[THE DATA Boundary: Start]

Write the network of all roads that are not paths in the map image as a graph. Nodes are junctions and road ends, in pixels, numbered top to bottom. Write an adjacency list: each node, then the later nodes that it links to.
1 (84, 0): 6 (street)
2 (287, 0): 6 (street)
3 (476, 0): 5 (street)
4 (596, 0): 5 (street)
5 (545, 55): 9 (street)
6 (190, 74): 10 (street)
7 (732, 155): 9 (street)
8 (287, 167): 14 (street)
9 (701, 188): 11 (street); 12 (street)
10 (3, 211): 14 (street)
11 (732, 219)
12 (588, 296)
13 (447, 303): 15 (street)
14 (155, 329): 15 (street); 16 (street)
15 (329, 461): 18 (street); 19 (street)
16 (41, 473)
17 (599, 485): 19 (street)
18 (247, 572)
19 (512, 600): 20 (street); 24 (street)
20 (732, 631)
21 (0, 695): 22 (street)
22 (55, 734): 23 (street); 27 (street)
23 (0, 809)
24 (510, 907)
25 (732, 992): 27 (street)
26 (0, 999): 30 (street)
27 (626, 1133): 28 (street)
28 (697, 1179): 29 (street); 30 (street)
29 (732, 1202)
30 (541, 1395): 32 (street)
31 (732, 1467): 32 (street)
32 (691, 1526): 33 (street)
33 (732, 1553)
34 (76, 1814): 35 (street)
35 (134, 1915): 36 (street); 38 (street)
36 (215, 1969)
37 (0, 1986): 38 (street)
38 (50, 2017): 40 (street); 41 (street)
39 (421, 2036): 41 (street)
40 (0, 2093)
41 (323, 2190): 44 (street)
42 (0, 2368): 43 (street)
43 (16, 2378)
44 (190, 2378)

[THE DATA Boundary: End]

**AIM OF THE TASK**
Repeat every line of the listing without a single difference.

**OUTPUT**
Write the network of all roads that are not paths in the map image as a graph. Nodes are junctions and road ends, in pixels, numbered top to bottom. Write an adjacency list: each node, then the later nodes that it links to.
1 (84, 0): 6 (street)
2 (287, 0): 6 (street)
3 (476, 0): 5 (street)
4 (596, 0): 5 (street)
5 (545, 55): 9 (street)
6 (190, 74): 10 (street)
7 (732, 155): 9 (street)
8 (287, 167): 14 (street)
9 (701, 188): 11 (street); 12 (street)
10 (3, 211): 14 (street)
11 (732, 219)
12 (588, 296)
13 (447, 303): 15 (street)
14 (155, 329): 15 (street); 16 (street)
15 (329, 461): 18 (street); 19 (street)
16 (41, 473)
17 (599, 485): 19 (street)
18 (247, 572)
19 (512, 600): 20 (street); 24 (street)
20 (732, 631)
21 (0, 695): 22 (street)
22 (55, 734): 23 (street); 27 (street)
23 (0, 809)
24 (510, 907)
25 (732, 992): 27 (street)
26 (0, 999): 30 (street)
27 (626, 1133): 28 (street)
28 (697, 1179): 29 (street); 30 (street)
29 (732, 1202)
30 (541, 1395): 32 (street)
31 (732, 1467): 32 (street)
32 (691, 1526): 33 (street)
33 (732, 1553)
34 (76, 1814): 35 (street)
35 (134, 1915): 36 (street); 38 (street)
36 (215, 1969)
37 (0, 1986): 38 (street)
38 (50, 2017): 40 (street); 41 (street)
39 (421, 2036): 41 (street)
40 (0, 2093)
41 (323, 2190): 44 (street)
42 (0, 2368): 43 (street)
43 (16, 2378)
44 (190, 2378)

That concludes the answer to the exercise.